H-1B Hiring and Foreign Labor Utilization

New Jersey's broader H-1B/LCA data reveals a significant foreign labor utilization ecosystem: 246,964 certified H-1B/LCA petitions from 18,986 unique employers, with top employers including TATA Consultancy Services, Infosys, and IBM India Private Limited—all information technology firms concentrating heavily in northern New Jersey urban centers. The average H-1B salary of $96,757 exceeds Burlington County's estimated median wages, indicating that H-1B workers concentrate in technical and professional roles.

Within the WARN notice data, Pioneer Credit Recovery appears as a potential H-1B utilizer given its business process outsourcing characteristics, and IT-sector companies appearing among Burlington County employers likely sponsor H-1B workers. However, the WARN database does not specify H-1B sponsorship details, limiting direct analysis. The county's 12 Information and Technology WARN notices raise the possibility that some tech companies downsizing operations may have previously sponsored H-1B workers while simultaneously reducing overall headcount—a pattern suggesting that foreign labor utilization does not insulate companies from workforce reductions but rather represents a staffing approach alongside domestic hiring and automation decisions.

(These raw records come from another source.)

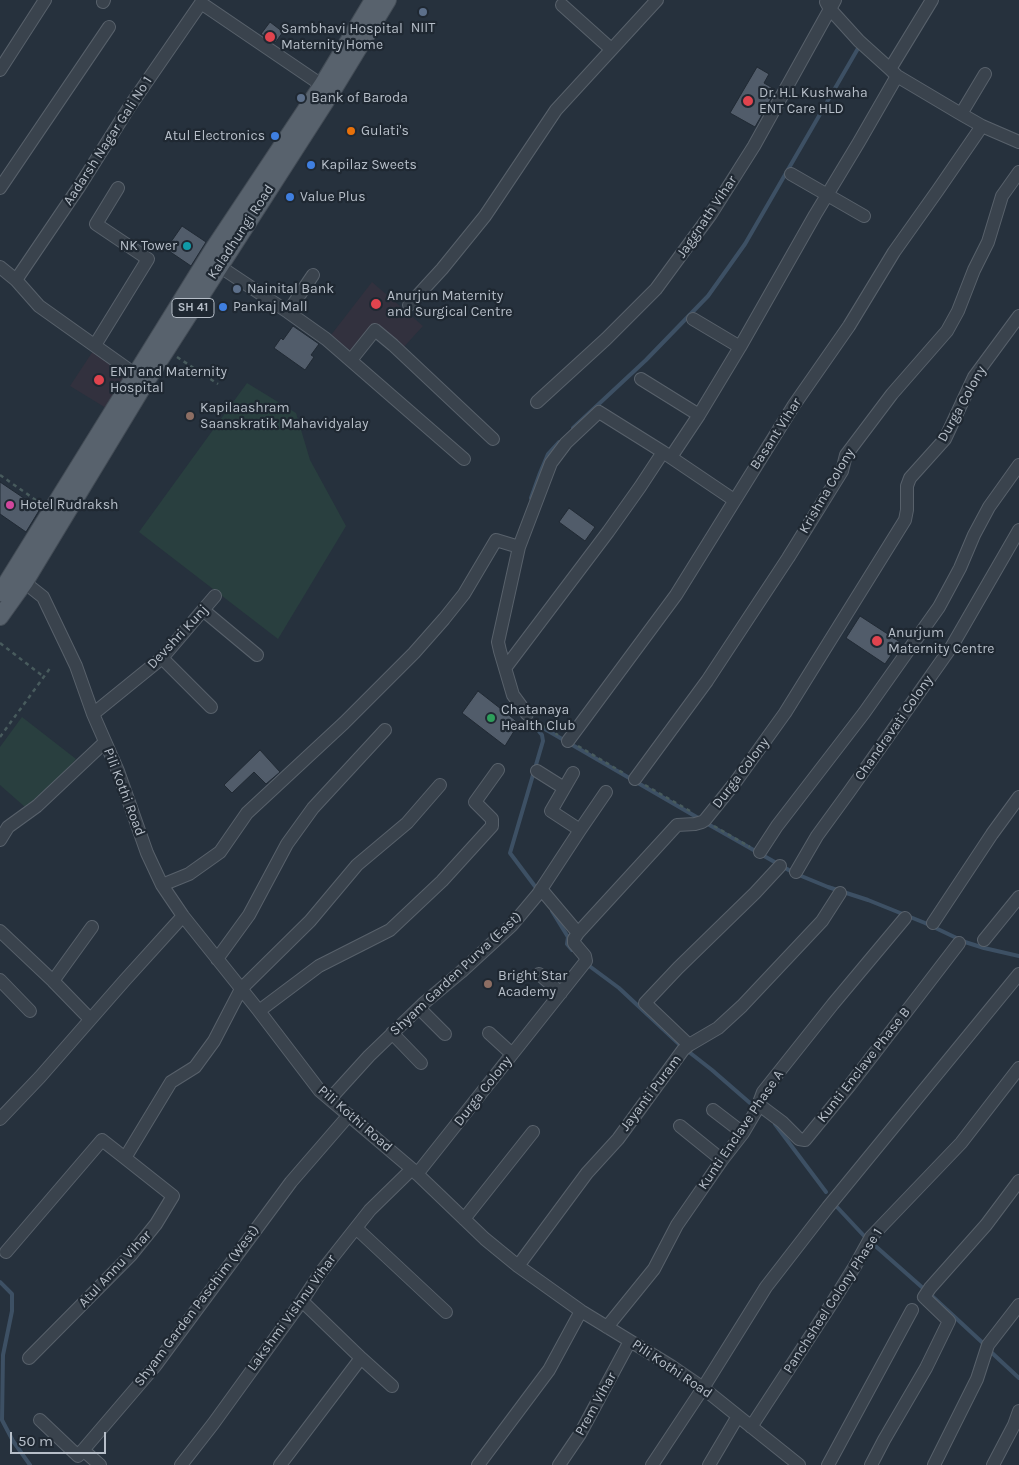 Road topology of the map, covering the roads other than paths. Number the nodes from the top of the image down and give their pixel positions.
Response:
1 (45, 0) edge
2 (373, 0) edge
3 (388, 0) edge
4 (657, 0) edge
5 (932, 0) edge
6 (830, 3) edge
7 (562, 5) dead end
8 (109, 27) dead end
9 (611, 49) junction
10 (0, 70) edge
11 (893, 72) junction
12 (985, 74) dead end
13 (327, 89) junction
14 (961, 114) junction
15 (982, 126) junction
16 (1019, 142) edge
17 (1019, 172) edge
18 (791, 174) dead end
19 (0, 188) edge
20 (118, 188) dead end
21 (827, 196) junction
22 (864, 216) dead end
23 (220, 257) junction
24 (0, 267) edge
25 (313, 275) dead end
26 (16, 280) junction
27 (409, 305) dead end
28 (288, 312) junction
29 (1019, 316) edge
30 (692, 319) dead end
31 (95, 345) junction
32 (740, 347) junction
33 (350, 360) junction
34 (140, 378) junction
35 (641, 379) dead end
36 (538, 402) dead end
37 (699, 415) junction
38 (493, 438) dead end
39 (667, 454) junction
40 (464, 459) dead end
41 (1019, 465) edge
42 (734, 500) junction
43 (1019, 530) edge
44 (519, 547) junction
45 (19, 577) junction
46 (0, 593) edge
47 (215, 596) dead end
48 (203, 610) junction
49 (0, 617) edge
50 (257, 655) dead end
51 (162, 658) junction
52 (506, 667) junction
53 (211, 707) dead end
54 (93, 714) junction
55 (527, 714) road end
56 (385, 730) dead end
57 (568, 741) road end
58 (105, 742) junction
59 (498, 770) dead end
60 (537, 771) dead end
61 (573, 773) dead end
62 (635, 780) road end
63 (440, 785) dead end
64 (564, 788) junction
65 (606, 792) dead end
66 (1019, 797) edge
67 (580, 830) junction
68 (0, 840) edge
69 (760, 852) road end
70 (780, 866) dead end
71 (796, 872) dead end
72 (162, 885) junction
73 (541, 889) junction
74 (840, 893) dead end
75 (1019, 898) edge
76 (183, 916) junction
77 (905, 918) dead end
78 (933, 923) dead end
79 (92, 927) dead end
80 (578, 933) junction
81 (1, 935) edge
82 (984, 940) dead end
83 (959, 943) dead end
84 (217, 959) junction
85 (539, 974) dead end
86 (1019, 974) edge
87 (0, 980) edge
88 (54, 981) junction
89 (241, 989) junction
90 (561, 993) junction
91 (419, 1008) junction
92 (30, 1011) dead end
93 (259, 1011) junction
94 (90, 1020) junction
95 (392, 1033) junction
96 (488, 1033) dead end
97 (445, 1034) dead end
98 (689, 1046) junction
99 (512, 1054) junction
100 (421, 1064) dead end
101 (1019, 1068) edge
102 (330, 1099) junction
103 (758, 1104) junction
104 (713, 1110) dead end
105 (349, 1115) junction
106 (0, 1119) edge
107 (680, 1126) dead end
108 (533, 1132) dead end
109 (743, 1133) junction
110 (125, 1158) junction
111 (722, 1160) junction
112 (415, 1171) junction
113 (1019, 1181) edge
114 (464, 1219) junction
115 (356, 1228) junction
116 (6, 1252) dead end
117 (518, 1266) junction
118 (302, 1301) junction
119 (1019, 1305) edge
120 (912, 1310) dead end
121 (580, 1311) junction
122 (446, 1312) dead end
123 (607, 1327) junction
124 (630, 1341) junction
125 (29, 1358) dead end
126 (361, 1358) junction
127 (392, 1386) dead end
128 (703, 1388) junction
129 (1019, 1411) edge
130 (738, 1416) junction
131 (40, 1420) dead end
132 (751, 1427) junction
133 (83, 1450) junction
134 (784, 1460) edge
135 (100, 1465) edge
136 (181, 1465) edge
137 (280, 1465) edge
138 (478, 1465) edge
139 (559, 1465) edge
140 (652, 1465) edge
141 (709, 1465) edge
142 (799, 1465) edge
143 (828, 1465) edge
144 (872, 1465) edge
145 (934, 1465) edge
146 (993, 1465) edge

1 - 10 street
2 - 13 main road, Kaladhungi Road / SH 41
3 - 13 main road, Kaladhungi Road / SH 41
4 - 9 street
5 - 11 street
6 - 11 street
6 - 36 street, Jaggnath Vihar
7 - 9 street
8 - 19 street
9 - 27 street
11 - 14 street
11 - 21 street
12 - 14 street
13 - 23 main road, Kaladhungi Road / SH 41
13 - 26 street, Aadarsh Nagar Gali No 1
14 - 15 street
15 - 16 street
15 - 42 street, Basant Vihar
17 - 62 street, Krishna Colony
18 - 21 street
20 - 31 street
21 - 22 street
21 - 32 street
23 - 28 street
23 - 34 main road, Kaladhungi Road / SH 41
23 - 34 main road, Kaladhungi Road / SH 41
24 - 26 street
25 - 28 street
26 - 31 street
28 - 33 street
29 - 80 street, Durga Colony
30 - 32 street
31 - 34 street
32 - 37 street
33 - 38 street
33 - 40 street
34 - 45 main road, Kaladhungi Road / SH 41
34 - 45 main road, Kaladhungi Road / SH 41
35 - 37 street
37 - 39 street
39 - 42 street
39 - 44 street
39 - 52 street
41 - 69 street
42 - 57 street, Basant Vihar
43 - 71 street, Chandravati Colony
44 - 52 street
44 - 72 street
45 - 46 main road, Kaladhungi Road / SH 41
45 - 49 main road, Kaladhungi Road / SH 41
45 - 54 street, Pili Kothi Road
47 - 48 street, Devshri Kunj
48 - 50 street
48 - 51 street, Devshri Kunj
51 - 53 street
51 - 54 street, Devshri Kunj
52 - 55 street
54 - 58 street, Pili Kothi Road
56 - 84 street
58 - 68 street
58 - 72 street, Pili Kothi Road
59 - 93 street
60 - 64 street
61 - 64 street
63 - 89 street
64 - 67 street
65 - 67 street, Shyam Garden Purva (East)
66 - 78 street
67 - 73 street, Shyam Garden Purva (East)
70 - 98 street
72 - 76 street, Pili Kothi Road
73 - 80 street
73 - 91 street, Shyam Garden Purva (East)
74 - 98 street, Jayanti Puram
75 - 82 street
76 - 84 street, Pili Kothi Road
76 - 94 street
77 - 103 street, Kunti Enclave Phase A
79 - 88 street
80 - 90 street, Durga Colony
81 - 88 street
83 - 103 street, Kunti Enclave Phase B
84 - 89 street, Pili Kothi Road
85 - 90 street
86 - 128 street
87 - 92 street
88 - 94 street
89 - 93 street, Pili Kothi Road
89 - 110 street
90 - 99 street, Durga Colony
91 - 95 street, Shyam Garden Purva (East)
91 - 97 street
93 - 102 street, Pili Kothi Road
94 - 106 street
95 - 100 street
95 - 102 street, Shyam Garden Purva (East)
96 - 99 street
98 - 117 street, Jayanti Puram
99 - 112 street, Durga Colony
101 - 132 street, Panchsheel Colony Phase 1
102 - 105 street, Pili Kothi Road
103 - 109 street, Kunti Enclave Phase A
104 - 109 street
105 - 112 street, Pili Kothi Road
105 - 133 street, Shyam Garden Paschim (West)
107 - 111 street
108 - 114 street
109 - 111 street, Kunti Enclave Phase A
110 - 116 street
110 - 125 street, Atul Annu Vihar
111 - 123 street, Kunti Enclave Phase A
112 - 114 street, Pili Kothi Road
112 - 115 street, Lakshmi Vishnu Vihar
113 - 144 street
114 - 117 street, Pili Kothi Road
115 - 118 street, Lakshmi Vishnu Vihar
115 - 122 street
117 - 121 street, Pili Kothi Road
118 - 126 street
118 - 136 street, Lakshmi Vishnu Vihar
119 - 145 street
120 - 143 street
121 - 123 street, Pili Kothi Road
121 - 138 street
123 - 124 street, Pili Kothi Road
124 - 128 street, Pili Kothi Road
124 - 139 street, Prem Vihar
126 - 127 street
126 - 137 street
128 - 130 street, Pili Kothi Road
128 - 140 street
129 - 146 street
130 - 132 street, Pili Kothi Road
130 - 141 street
131 - 133 street
132 - 134 street, Pili Kothi Road
133 - 135 street
134 - 142 street, Pili Kothi Road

The apparent disconnect between substantial H-1B utilization statewide and declining employment in IT and professional services sectors within Burlington County suggests that while New Jersey hosts significant H-1B-dependent employers, many concentrate in northern (Essex, Hudson counties) rather than central New Jersey (Burlington County). Burlington County's tech layoffs may reflect smaller regional IT operations or service providers less dependent on H-1B staffing models.

Conclusion

Burlington County's layoff landscape reflects national economic currents—retail decline, financial services disruption, manufacturing automation—filtered through the specific geography and employer composition of a suburban New Jersey county. The persistence of 4-6 WARN notices annually, even amid strong statewide labor market indicators, suggests that structural economic transformation rather than cyclical recession drives current displacement. Major employers in transportation, hospitality, manufacturing, and financial services face permanent workforce reductions reflecting business model evolution, technological change, and operational consolidation.

The concentration of notices in Mount Laurel, Trenton, Burlington, and Marlton, combined with the dependence on a small number of large employers, creates vulnerability to further major dislocations. Economic development strategies must account for persistent structural headwinds in traditional sectors while cultivating emerging employment categories offering sustainable career paths for displaced workers.